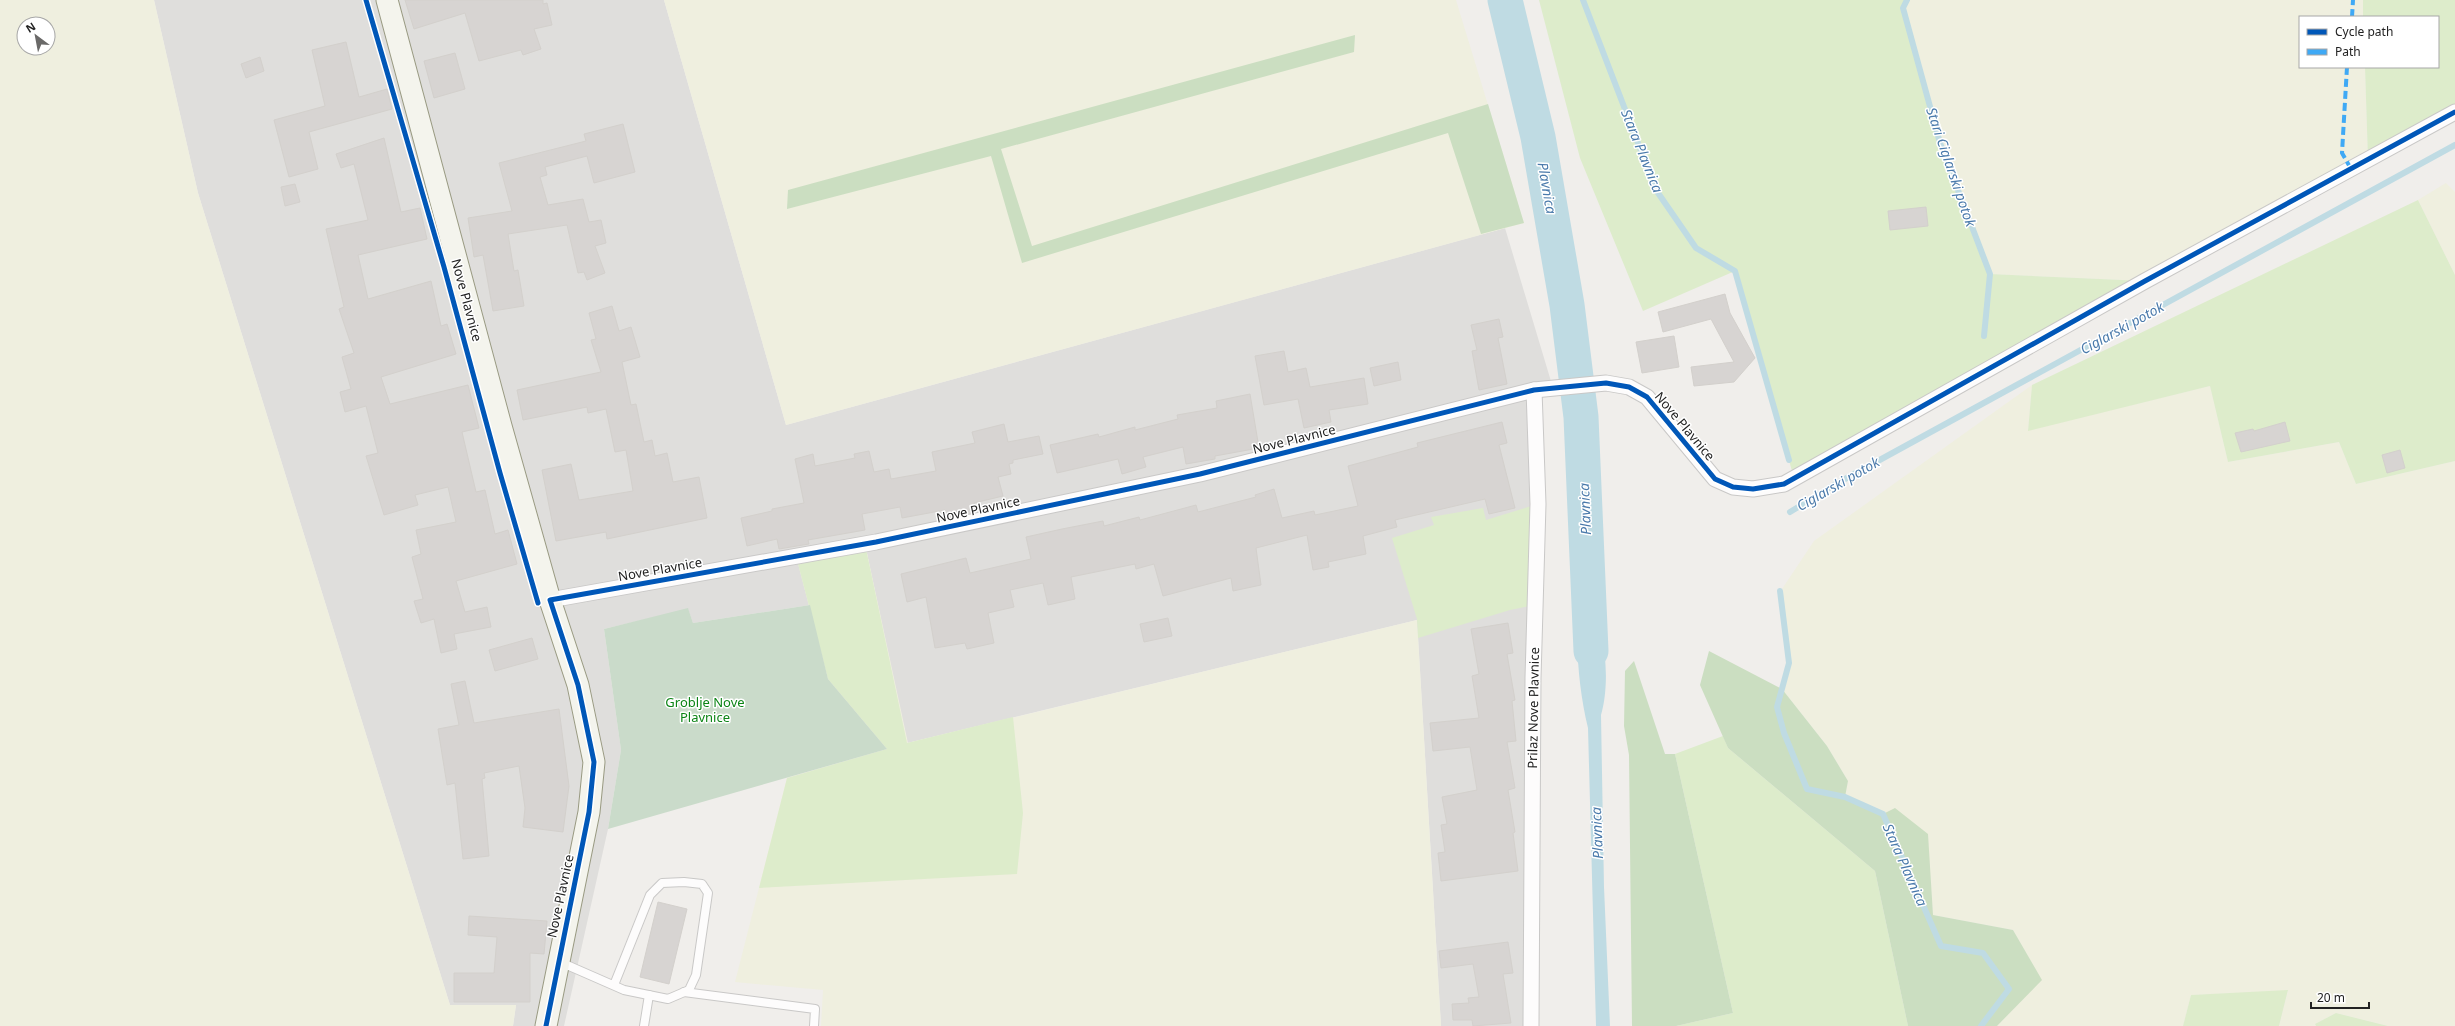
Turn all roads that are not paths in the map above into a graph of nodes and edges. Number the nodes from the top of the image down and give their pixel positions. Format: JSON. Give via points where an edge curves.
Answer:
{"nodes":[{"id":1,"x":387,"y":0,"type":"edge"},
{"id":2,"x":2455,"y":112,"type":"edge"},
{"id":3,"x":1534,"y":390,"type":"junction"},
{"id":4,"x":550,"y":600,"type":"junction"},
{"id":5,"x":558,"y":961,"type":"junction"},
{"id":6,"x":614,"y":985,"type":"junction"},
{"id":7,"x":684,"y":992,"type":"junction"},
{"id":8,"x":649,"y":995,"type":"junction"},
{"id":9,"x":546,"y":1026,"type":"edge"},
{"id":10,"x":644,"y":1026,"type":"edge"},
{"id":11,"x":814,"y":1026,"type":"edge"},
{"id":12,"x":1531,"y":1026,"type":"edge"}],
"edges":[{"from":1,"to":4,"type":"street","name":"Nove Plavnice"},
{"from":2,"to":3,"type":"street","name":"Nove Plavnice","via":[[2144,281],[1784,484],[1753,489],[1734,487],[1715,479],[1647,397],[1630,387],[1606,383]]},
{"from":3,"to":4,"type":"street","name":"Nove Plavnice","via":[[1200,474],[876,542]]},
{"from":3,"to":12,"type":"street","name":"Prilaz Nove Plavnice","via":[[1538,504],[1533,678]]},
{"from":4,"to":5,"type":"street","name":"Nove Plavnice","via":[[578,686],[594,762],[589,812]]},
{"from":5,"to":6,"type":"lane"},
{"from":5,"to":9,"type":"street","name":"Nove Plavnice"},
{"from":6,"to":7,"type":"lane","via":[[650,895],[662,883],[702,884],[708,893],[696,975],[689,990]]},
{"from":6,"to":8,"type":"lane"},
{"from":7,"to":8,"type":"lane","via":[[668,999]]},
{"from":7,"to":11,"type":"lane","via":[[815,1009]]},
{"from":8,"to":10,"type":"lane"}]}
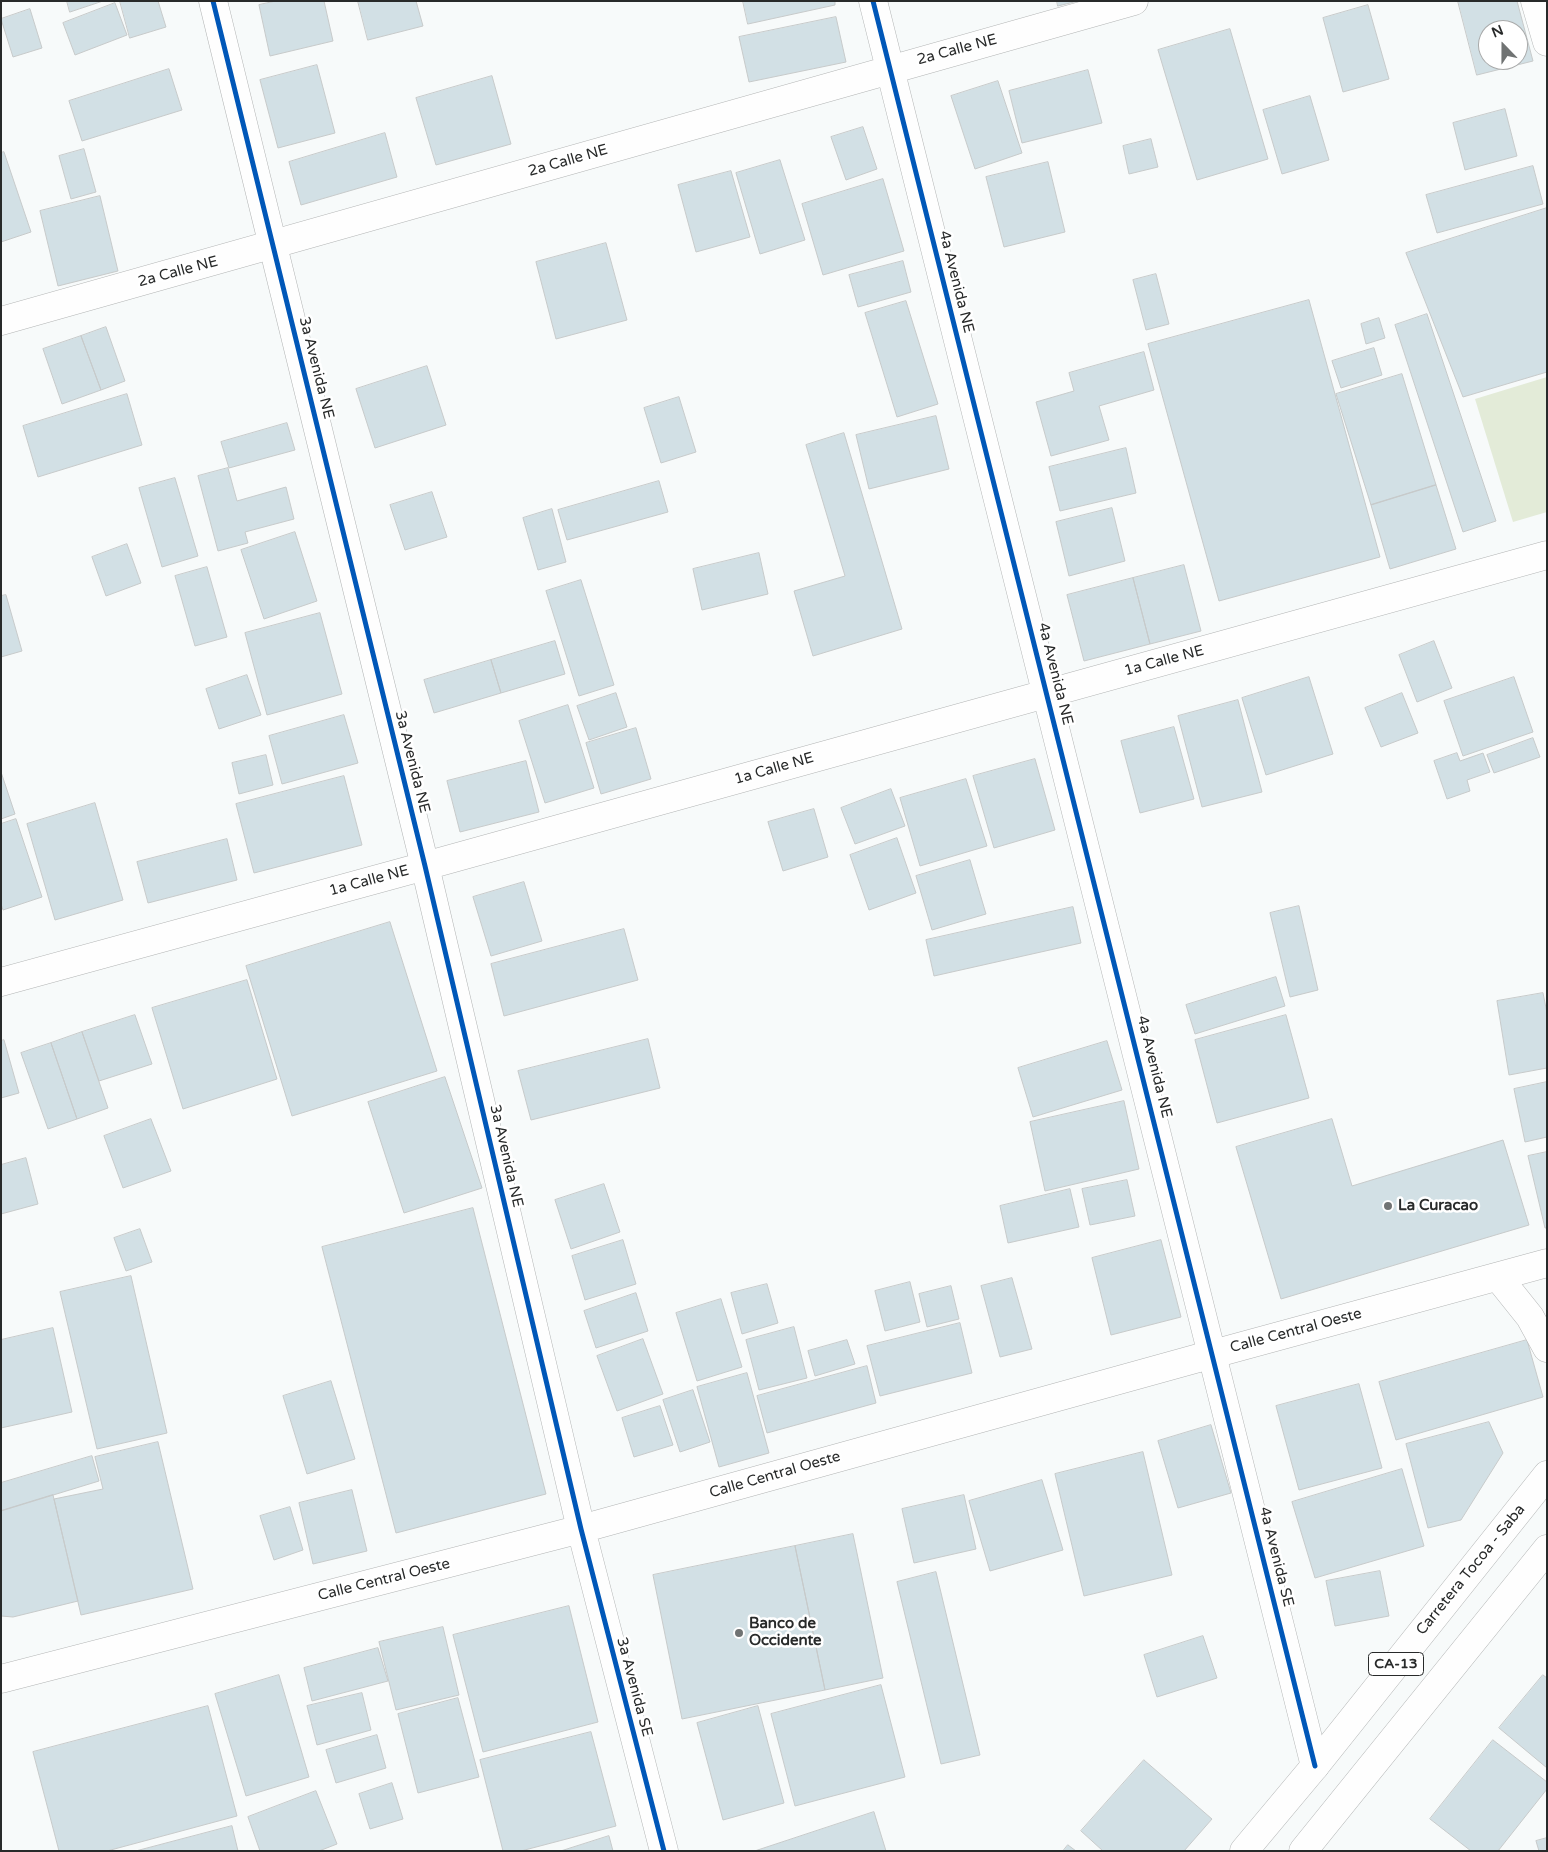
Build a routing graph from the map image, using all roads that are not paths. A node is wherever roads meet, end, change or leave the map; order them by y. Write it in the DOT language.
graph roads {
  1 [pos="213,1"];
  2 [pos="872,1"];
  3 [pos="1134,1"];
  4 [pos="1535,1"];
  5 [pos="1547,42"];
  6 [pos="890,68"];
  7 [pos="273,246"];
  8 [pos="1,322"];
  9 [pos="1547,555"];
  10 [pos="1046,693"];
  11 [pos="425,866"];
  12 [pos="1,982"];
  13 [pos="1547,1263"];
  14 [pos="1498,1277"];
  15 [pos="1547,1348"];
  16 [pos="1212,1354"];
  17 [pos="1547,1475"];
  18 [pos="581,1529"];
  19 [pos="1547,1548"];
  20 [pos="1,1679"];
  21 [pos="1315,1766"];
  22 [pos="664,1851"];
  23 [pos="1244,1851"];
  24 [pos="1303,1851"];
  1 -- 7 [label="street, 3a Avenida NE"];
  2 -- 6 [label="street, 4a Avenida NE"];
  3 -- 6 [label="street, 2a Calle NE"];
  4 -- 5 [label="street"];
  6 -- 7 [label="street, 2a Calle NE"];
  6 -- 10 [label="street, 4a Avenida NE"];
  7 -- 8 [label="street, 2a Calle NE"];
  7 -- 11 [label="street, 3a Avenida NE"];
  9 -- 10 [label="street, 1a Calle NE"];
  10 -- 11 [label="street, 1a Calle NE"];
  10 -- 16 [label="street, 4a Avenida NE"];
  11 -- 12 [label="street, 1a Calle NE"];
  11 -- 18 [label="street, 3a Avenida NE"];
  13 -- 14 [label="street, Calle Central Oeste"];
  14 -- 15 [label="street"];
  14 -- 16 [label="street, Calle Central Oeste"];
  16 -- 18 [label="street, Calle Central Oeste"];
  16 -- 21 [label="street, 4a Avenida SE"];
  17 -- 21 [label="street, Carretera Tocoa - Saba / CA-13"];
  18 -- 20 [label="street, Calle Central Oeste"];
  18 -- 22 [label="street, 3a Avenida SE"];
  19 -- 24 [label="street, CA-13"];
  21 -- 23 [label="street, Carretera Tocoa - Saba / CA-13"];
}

▶ [Exercise objective]: Only the text of the records belongs in your answer, copied exactly as it appears above.

▶ [Task result]:
Turn all roads that are not paths in the map above into a graph of nodes and edges. Number the nodes from the top of the image down and give their pixel positions. Format: JSON. Give via points where an edge curves.
Answer:
{"nodes":[{"id":1,"x":387,"y":0,"type":"edge"},
{"id":2,"x":2455,"y":112,"type":"edge"},
{"id":3,"x":1534,"y":390,"type":"junction"},
{"id":4,"x":550,"y":600,"type":"junction"},
{"id":5,"x":558,"y":961,"type":"junction"},
{"id":6,"x":614,"y":985,"type":"junction"},
{"id":7,"x":684,"y":992,"type":"junction"},
{"id":8,"x":649,"y":995,"type":"junction"},
{"id":9,"x":546,"y":1026,"type":"edge"},
{"id":10,"x":644,"y":1026,"type":"edge"},
{"id":11,"x":814,"y":1026,"type":"edge"},
{"id":12,"x":1531,"y":1026,"type":"edge"}],
"edges":[{"from":1,"to":4,"type":"street","name":"Nove Plavnice"},
{"from":2,"to":3,"type":"street","name":"Nove Plavnice","via":[[2144,281],[1784,484],[1753,489],[1734,487],[1715,479],[1647,397],[1630,387],[1606,383]]},
{"from":3,"to":4,"type":"street","name":"Nove Plavnice","via":[[1200,474],[876,542]]},
{"from":3,"to":12,"type":"street","name":"Prilaz Nove Plavnice","via":[[1538,504],[1533,678]]},
{"from":4,"to":5,"type":"street","name":"Nove Plavnice","via":[[578,686],[594,762],[589,812]]},
{"from":5,"to":6,"type":"lane"},
{"from":5,"to":9,"type":"street","name":"Nove Plavnice"},
{"from":6,"to":7,"type":"lane","via":[[650,895],[662,883],[702,884],[708,893],[696,975],[689,990]]},
{"from":6,"to":8,"type":"lane"},
{"from":7,"to":8,"type":"lane","via":[[668,999]]},
{"from":7,"to":11,"type":"lane","via":[[815,1009]]},
{"from":8,"to":10,"type":"lane"}]}
Build a routing graph from the map image, using all roads that are not paths. A node is wherever roads meet, end, change or leave the map; order them by y. Write it in the DOT language.
graph roads {
  1 [pos="213,1"];
  2 [pos="872,1"];
  3 [pos="1134,1"];
  4 [pos="1535,1"];
  5 [pos="1547,42"];
  6 [pos="890,68"];
  7 [pos="273,246"];
  8 [pos="1,322"];
  9 [pos="1547,555"];
  10 [pos="1046,693"];
  11 [pos="425,866"];
  12 [pos="1,982"];
  13 [pos="1547,1263"];
  14 [pos="1498,1277"];
  15 [pos="1547,1348"];
  16 [pos="1212,1354"];
  17 [pos="1547,1475"];
  18 [pos="581,1529"];
  19 [pos="1547,1548"];
  20 [pos="1,1679"];
  21 [pos="1315,1766"];
  22 [pos="664,1851"];
  23 [pos="1244,1851"];
  24 [pos="1303,1851"];
  1 -- 7 [label="street, 3a Avenida NE"];
  2 -- 6 [label="street, 4a Avenida NE"];
  3 -- 6 [label="street, 2a Calle NE"];
  4 -- 5 [label="street"];
  6 -- 7 [label="street, 2a Calle NE"];
  6 -- 10 [label="street, 4a Avenida NE"];
  7 -- 8 [label="street, 2a Calle NE"];
  7 -- 11 [label="street, 3a Avenida NE"];
  9 -- 10 [label="street, 1a Calle NE"];
  10 -- 11 [label="street, 1a Calle NE"];
  10 -- 16 [label="street, 4a Avenida NE"];
  11 -- 12 [label="street, 1a Calle NE"];
  11 -- 18 [label="street, 3a Avenida NE"];
  13 -- 14 [label="street, Calle Central Oeste"];
  14 -- 15 [label="street"];
  14 -- 16 [label="street, Calle Central Oeste"];
  16 -- 18 [label="street, Calle Central Oeste"];
  16 -- 21 [label="street, 4a Avenida SE"];
  17 -- 21 [label="street, Carretera Tocoa - Saba / CA-13"];
  18 -- 20 [label="street, Calle Central Oeste"];
  18 -- 22 [label="street, 3a Avenida SE"];
  19 -- 24 [label="street, CA-13"];
  21 -- 23 [label="street, Carretera Tocoa - Saba / CA-13"];
}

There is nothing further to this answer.